Why are cash flow forecasts important?
A good cash flow forecast or model can be key to business success. Not only can you reduce the risk of cash flow problems, but you can also gain the confidence you need to make longer-term plans. A cash flow forecast need not be just a warning to take care; it can provide reassurance that you will be able to afford your more ambitious business goals, and show you what you need to do to prepare for them.
On the other hand, if you don’t have a good system of tracking your cash flow, planning can become very tricky if not impossible. It can also make it harder to apply for business loans or attract investors. Solid cash flow records and forecasts are a visible sign that your business is well-run, and can pay for themselves many times over in both the benefits to your business, and the investor confidence that they inspire.
We hope you found this article on how to improve cash flow informative.
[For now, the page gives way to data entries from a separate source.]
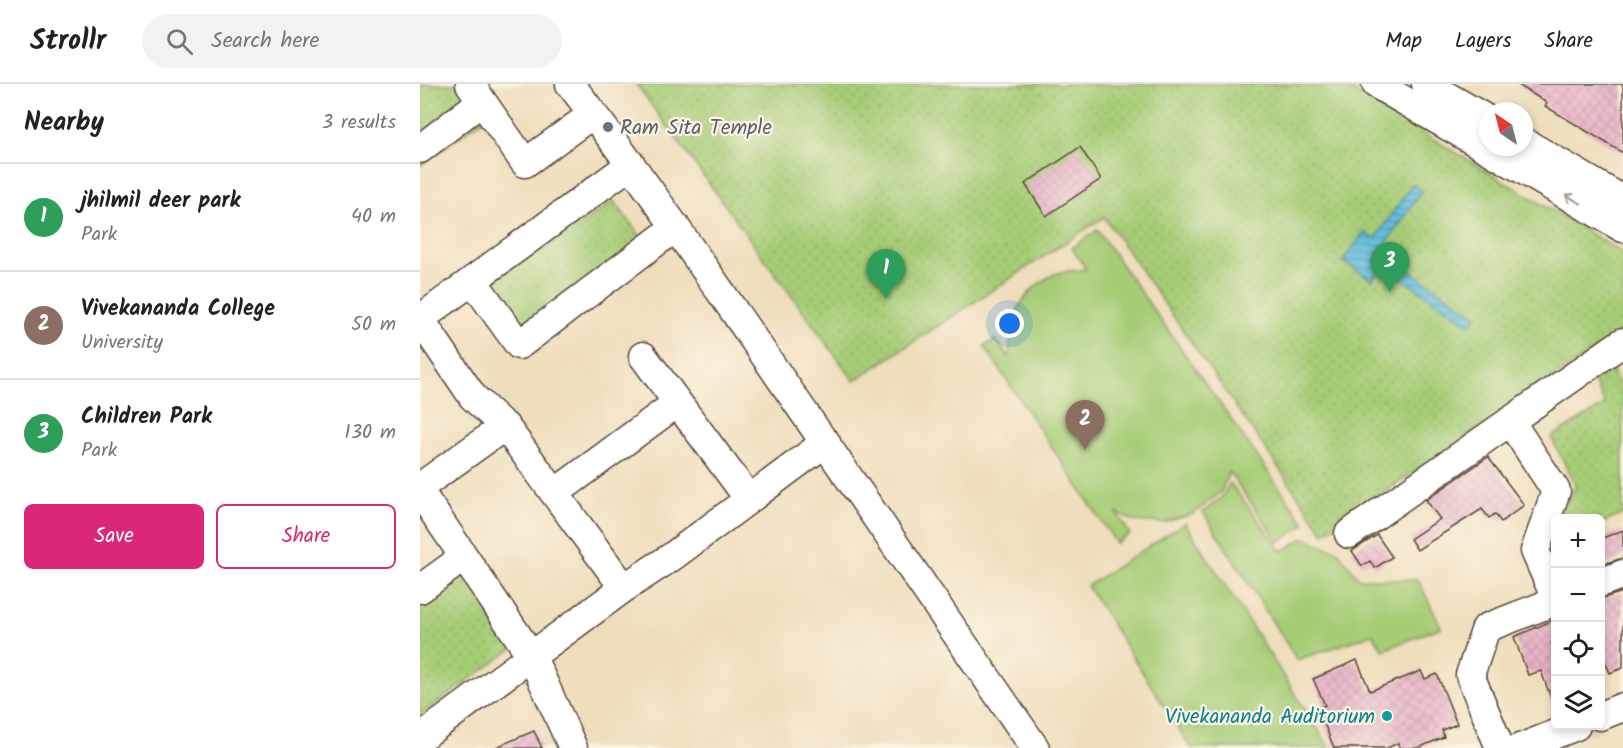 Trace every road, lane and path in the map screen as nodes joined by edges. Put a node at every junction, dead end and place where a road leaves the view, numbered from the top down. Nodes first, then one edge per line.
1 (570, 84) edge
2 (1376, 84) edge
3 (1426, 84) edge
4 (476, 93) edge
5 (1463, 106) edge
6 (593, 114) junction
7 (1479, 115) edge
8 (1533, 147) edge
9 (420, 149) edge
10 (631, 164) junction
11 (1623, 200) edge
12 (675, 227) junction
13 (1623, 228) edge
14 (473, 281) junction
15 (420, 319) edge
16 (1623, 342) edge
17 (643, 356) dead end
18 (677, 403) junction
19 (1510, 421) junction
20 (504, 426) junction
21 (826, 442) junction
22 (420, 492) edge
23 (555, 493) junction
24 (749, 499) junction
25 (1349, 534) dead end
26 (464, 558) junction
27 (1623, 574) edge
28 (1605, 581) edge
29 (624, 588) junction
30 (1551, 588) edge
31 (420, 589) edge
32 (1551, 602) edge
33 (532, 657) junction
34 (1623, 707) edge
35 (1605, 714) edge
36 (1566, 730) edge
37 (420, 738) edge
38 (573, 748) edge
39 (1035, 748) edge
40 (1500, 748) edge
41 (1520, 748) edge

1 - 6 street
2 - 5 street
3 - 5 street
4 - 6 street
4 - 9 street
5 - 7 street
13 -> 5 street
6 - 10 street
8 - 11 street
10 - 12 street
10 - 14 street
12 - 14 street
12 - 21 street
14 - 15 street
15 - 20 street
16 - 19 street
17 - 18 street
18 - 23 street
18 - 24 street
19 - 25 street
19 - 30 street
20 - 22 street
20 - 23 street
21 - 24 street
21 - 39 street
22 - 26 street
23 - 29 street
24 - 29 street
26 - 31 street
26 - 33 street
27 - 28 street
29 - 33 street
32 - 40 street
33 - 37 street
33 - 38 street
34 - 35 street
36 - 41 street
An accountant (or financial adviser with business expertise) can also help you with cash flow management, forecasting and modelling.
Cash flow difficulties can have severe knock-on effects, such as making you late paying tax bills and incurring fines from HMRC. In the worst cases, they may even result in your business folding despite being highly profitable on paper.
Do your research before you agree to work
By getting a good accountant on board, they’ll create regular cash flow forecasts to help you plan better. They can highlight ways you can make savings, whether that’s slashing your energy bills or finding a cheaper supplier. And they can chase payments for you, meaning you don’t have to worry about sending those awkward emails.